The court agreed to hear the Justice Department's challenge, which argued that the Sacklers, who earned tens of billions of dollars flooding the country with highly addictive opioids, could not legally gain sweeping protection in the settlement.
The high court set a December 2023 date for hearing the case, meaning a much longer wait for states and communities seeking compensation for the ravages of the opioid addiction and overdose epidemic which began in the early 2000s.
The settlement last year set aside $6 billion from the bankruptcy of Purdue, which made prescription painkillers like OxyContin.
The deal, which came after years of negotiations involving legal officials from the 50 states, gave the families of Raymond Sackler and Mortimer Sackler protection from all future civil claims, effectively protecting their other assets from opioid-related lawsuits.
In their complaint the Justice Department said the Sacklers withdrew $11 billion out of Purdue over the 11 years before the company filed for bankruptcy in 2019.
The bankruptcy filing was a direct result of the massive country-wide litigation against it and other major drugmakers and pharmacy companies for knowingly fomenting the addiction crisis.
The March 2022 settlement said the Sacklers were "absolutely, unconditionally, irrevocably, fully, finally, forever and permanently" released from further legal liability.
But the Justice Department said the bankruptcy code which governed the settlement does not provide for such immunization, especially because there could be "an untold number of claimants" who did not agree to the terms of the settlement.
If allowed, the Purdue settlement would "leave in place a roadmap" for companies to turn to bankruptcy to protect themselves from civil suits, the Justice Department said.
Purdue said in a statement that it was confident of the legality of the deal.

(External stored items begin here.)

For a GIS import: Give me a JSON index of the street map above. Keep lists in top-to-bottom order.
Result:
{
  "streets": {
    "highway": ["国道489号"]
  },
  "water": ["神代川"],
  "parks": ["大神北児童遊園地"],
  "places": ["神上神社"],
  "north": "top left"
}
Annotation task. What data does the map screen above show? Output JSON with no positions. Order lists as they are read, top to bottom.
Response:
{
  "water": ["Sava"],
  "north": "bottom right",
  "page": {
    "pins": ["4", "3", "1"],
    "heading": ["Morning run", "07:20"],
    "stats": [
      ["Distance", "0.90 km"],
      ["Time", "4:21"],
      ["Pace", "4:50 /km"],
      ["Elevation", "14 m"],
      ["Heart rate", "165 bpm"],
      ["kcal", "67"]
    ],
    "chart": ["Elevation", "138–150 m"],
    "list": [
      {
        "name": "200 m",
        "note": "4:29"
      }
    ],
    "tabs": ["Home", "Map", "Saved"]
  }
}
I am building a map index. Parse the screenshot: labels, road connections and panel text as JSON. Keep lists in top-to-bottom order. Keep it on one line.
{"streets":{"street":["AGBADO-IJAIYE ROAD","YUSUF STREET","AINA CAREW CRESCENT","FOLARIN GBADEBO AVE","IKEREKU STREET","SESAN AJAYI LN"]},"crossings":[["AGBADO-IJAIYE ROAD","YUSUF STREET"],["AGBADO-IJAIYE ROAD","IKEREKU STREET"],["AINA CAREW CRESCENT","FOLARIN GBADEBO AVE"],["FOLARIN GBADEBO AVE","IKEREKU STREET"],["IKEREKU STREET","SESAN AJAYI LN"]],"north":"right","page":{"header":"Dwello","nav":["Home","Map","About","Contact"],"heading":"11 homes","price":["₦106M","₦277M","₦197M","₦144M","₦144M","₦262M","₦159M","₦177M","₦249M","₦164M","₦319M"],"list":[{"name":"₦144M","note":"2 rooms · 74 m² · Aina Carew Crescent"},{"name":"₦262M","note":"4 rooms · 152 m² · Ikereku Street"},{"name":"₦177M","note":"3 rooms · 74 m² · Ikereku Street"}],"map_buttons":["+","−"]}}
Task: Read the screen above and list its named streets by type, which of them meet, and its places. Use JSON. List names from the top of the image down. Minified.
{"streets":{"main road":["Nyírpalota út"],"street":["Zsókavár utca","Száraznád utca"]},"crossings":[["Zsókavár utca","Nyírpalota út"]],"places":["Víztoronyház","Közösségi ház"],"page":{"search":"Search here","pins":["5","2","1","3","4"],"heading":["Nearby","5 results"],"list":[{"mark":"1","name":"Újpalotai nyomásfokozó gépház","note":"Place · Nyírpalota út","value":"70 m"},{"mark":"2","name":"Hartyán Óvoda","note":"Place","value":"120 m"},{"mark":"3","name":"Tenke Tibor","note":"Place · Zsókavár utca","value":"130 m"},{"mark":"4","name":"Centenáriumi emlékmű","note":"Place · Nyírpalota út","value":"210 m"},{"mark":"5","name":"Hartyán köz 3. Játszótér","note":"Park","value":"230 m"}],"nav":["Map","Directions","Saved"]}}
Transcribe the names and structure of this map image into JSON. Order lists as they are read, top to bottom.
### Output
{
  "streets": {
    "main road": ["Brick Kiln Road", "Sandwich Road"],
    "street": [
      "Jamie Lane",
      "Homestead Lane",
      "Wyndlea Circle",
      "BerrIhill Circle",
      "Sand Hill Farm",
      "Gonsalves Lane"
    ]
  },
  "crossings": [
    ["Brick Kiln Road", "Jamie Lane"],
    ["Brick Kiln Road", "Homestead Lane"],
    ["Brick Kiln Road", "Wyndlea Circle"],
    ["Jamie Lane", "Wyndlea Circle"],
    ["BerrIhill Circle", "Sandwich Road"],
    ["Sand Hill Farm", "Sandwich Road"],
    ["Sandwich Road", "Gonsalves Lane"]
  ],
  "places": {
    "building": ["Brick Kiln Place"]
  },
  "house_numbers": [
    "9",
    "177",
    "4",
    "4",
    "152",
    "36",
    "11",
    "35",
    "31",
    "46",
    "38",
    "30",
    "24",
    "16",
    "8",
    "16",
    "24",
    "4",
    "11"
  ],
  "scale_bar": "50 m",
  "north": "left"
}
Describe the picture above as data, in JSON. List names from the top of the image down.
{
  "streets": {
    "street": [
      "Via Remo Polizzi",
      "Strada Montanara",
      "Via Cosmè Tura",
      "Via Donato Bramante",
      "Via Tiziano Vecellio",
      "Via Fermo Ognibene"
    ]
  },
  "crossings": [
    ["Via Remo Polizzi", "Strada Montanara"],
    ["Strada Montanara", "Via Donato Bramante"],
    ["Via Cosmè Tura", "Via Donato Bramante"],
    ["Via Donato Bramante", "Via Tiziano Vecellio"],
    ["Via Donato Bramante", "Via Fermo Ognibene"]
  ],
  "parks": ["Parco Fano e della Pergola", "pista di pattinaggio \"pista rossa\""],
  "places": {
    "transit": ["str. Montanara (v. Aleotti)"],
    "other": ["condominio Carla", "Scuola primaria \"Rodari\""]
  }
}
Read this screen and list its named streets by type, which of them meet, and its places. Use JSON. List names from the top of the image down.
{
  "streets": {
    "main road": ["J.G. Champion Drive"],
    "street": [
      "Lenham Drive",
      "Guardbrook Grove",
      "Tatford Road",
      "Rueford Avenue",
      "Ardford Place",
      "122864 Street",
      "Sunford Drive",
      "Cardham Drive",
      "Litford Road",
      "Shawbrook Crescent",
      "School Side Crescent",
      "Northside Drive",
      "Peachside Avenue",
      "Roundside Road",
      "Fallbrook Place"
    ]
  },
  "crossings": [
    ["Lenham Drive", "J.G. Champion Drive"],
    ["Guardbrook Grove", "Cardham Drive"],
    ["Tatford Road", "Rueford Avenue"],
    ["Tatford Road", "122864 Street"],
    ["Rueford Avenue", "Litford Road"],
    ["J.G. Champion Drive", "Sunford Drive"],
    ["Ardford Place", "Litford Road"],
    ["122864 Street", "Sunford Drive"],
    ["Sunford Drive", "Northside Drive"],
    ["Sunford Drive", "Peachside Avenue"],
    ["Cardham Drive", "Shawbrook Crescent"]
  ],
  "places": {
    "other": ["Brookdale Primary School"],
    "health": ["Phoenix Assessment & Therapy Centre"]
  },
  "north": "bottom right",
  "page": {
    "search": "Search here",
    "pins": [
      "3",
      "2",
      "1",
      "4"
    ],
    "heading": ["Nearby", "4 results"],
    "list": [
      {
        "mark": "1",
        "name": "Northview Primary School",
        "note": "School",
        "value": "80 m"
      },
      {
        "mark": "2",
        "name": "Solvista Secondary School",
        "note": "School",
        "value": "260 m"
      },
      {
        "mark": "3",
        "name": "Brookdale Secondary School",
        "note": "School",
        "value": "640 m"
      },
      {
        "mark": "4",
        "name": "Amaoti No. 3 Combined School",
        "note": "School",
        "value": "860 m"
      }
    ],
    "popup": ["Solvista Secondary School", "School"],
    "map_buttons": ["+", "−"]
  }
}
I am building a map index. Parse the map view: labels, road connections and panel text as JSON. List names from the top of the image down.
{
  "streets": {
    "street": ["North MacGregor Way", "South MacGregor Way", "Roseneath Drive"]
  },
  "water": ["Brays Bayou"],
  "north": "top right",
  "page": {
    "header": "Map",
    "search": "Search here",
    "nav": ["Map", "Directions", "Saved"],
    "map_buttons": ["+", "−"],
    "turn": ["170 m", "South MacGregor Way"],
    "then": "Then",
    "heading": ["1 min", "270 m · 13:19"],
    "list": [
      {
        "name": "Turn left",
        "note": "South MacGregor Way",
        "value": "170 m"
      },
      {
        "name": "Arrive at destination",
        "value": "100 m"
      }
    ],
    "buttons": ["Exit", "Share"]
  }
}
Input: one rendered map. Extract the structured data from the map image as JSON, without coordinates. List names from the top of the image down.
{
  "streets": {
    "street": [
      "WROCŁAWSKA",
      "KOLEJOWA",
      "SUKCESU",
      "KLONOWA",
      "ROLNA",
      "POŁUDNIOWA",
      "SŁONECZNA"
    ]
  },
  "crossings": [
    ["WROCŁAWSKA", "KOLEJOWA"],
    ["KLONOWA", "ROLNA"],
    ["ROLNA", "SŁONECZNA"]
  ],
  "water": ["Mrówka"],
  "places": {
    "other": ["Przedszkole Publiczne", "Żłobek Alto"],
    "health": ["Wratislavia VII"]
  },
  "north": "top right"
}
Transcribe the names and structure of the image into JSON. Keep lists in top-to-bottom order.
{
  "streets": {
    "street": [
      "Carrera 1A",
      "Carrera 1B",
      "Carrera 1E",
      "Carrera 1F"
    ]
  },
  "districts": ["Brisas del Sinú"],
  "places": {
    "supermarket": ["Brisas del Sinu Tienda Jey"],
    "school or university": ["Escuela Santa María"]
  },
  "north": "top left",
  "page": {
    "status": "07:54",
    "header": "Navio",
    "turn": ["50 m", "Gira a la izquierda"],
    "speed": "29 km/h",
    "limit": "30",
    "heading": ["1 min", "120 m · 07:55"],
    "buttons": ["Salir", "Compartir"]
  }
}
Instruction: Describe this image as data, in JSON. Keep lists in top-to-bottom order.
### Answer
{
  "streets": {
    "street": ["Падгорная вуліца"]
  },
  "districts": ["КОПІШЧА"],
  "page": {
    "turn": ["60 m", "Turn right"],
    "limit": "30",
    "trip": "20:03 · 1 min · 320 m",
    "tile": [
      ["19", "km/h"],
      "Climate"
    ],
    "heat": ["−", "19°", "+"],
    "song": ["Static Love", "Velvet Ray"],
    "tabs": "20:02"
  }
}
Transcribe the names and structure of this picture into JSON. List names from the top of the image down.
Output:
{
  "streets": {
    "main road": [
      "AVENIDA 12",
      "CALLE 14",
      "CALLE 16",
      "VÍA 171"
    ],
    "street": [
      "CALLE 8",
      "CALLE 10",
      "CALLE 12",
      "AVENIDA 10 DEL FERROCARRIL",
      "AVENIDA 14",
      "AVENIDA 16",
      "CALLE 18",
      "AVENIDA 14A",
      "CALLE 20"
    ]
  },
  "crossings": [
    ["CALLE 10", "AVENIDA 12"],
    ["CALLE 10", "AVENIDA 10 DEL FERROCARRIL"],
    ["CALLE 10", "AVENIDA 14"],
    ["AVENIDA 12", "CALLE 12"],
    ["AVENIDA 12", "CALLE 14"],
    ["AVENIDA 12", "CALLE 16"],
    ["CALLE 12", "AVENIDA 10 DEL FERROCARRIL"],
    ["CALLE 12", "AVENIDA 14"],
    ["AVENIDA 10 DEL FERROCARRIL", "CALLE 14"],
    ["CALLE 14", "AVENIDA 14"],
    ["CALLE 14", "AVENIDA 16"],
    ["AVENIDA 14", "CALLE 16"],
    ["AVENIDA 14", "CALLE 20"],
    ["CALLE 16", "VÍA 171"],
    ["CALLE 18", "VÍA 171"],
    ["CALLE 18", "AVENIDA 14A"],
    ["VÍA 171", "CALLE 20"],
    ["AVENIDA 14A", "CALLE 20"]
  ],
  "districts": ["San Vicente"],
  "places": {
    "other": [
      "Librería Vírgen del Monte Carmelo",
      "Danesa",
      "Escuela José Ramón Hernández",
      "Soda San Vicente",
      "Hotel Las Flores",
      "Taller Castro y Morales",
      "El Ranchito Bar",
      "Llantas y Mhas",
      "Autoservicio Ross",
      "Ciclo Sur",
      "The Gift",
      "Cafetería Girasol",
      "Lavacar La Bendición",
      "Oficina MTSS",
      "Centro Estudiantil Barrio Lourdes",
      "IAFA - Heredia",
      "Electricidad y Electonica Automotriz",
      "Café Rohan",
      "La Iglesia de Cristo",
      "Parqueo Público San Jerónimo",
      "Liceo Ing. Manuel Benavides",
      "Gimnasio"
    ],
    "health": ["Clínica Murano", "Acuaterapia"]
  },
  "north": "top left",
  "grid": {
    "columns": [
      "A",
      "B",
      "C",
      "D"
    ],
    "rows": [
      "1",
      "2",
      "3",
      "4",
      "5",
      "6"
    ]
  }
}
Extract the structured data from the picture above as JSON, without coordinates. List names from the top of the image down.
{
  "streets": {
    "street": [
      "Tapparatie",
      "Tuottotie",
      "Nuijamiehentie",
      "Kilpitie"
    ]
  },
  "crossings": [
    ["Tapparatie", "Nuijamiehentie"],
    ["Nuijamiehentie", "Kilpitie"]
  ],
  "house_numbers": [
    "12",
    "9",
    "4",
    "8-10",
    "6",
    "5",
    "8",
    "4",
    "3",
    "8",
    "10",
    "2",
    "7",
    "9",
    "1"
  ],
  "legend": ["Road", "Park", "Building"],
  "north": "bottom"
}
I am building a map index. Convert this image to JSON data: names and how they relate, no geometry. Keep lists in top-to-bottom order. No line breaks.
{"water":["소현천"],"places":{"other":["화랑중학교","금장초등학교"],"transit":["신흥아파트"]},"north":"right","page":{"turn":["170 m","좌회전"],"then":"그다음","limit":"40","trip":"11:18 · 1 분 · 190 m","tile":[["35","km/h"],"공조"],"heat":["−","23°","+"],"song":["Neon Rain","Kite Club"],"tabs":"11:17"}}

It criticized the Justice Department for delaying billions of dollars being "put to use for victim compensation, opioid crisis abatement for communities across the country, and overdose rescue medicines."
The opioid addiction crisis has caused more than 500,000 overdose deaths in the United States over two decades.
Purdue and other opioid makers and distributors were accused of encouraging free-wheeling prescription of their products through aggressive marketing tactics while hiding how addictive the drugs are.
Facing an avalanche of litigation, in 2021 Purdue pled guilty to three criminal charges over its marketing of OxyContin.
The Sacklers have consistently denied wrongdoing over the opioid epidemic.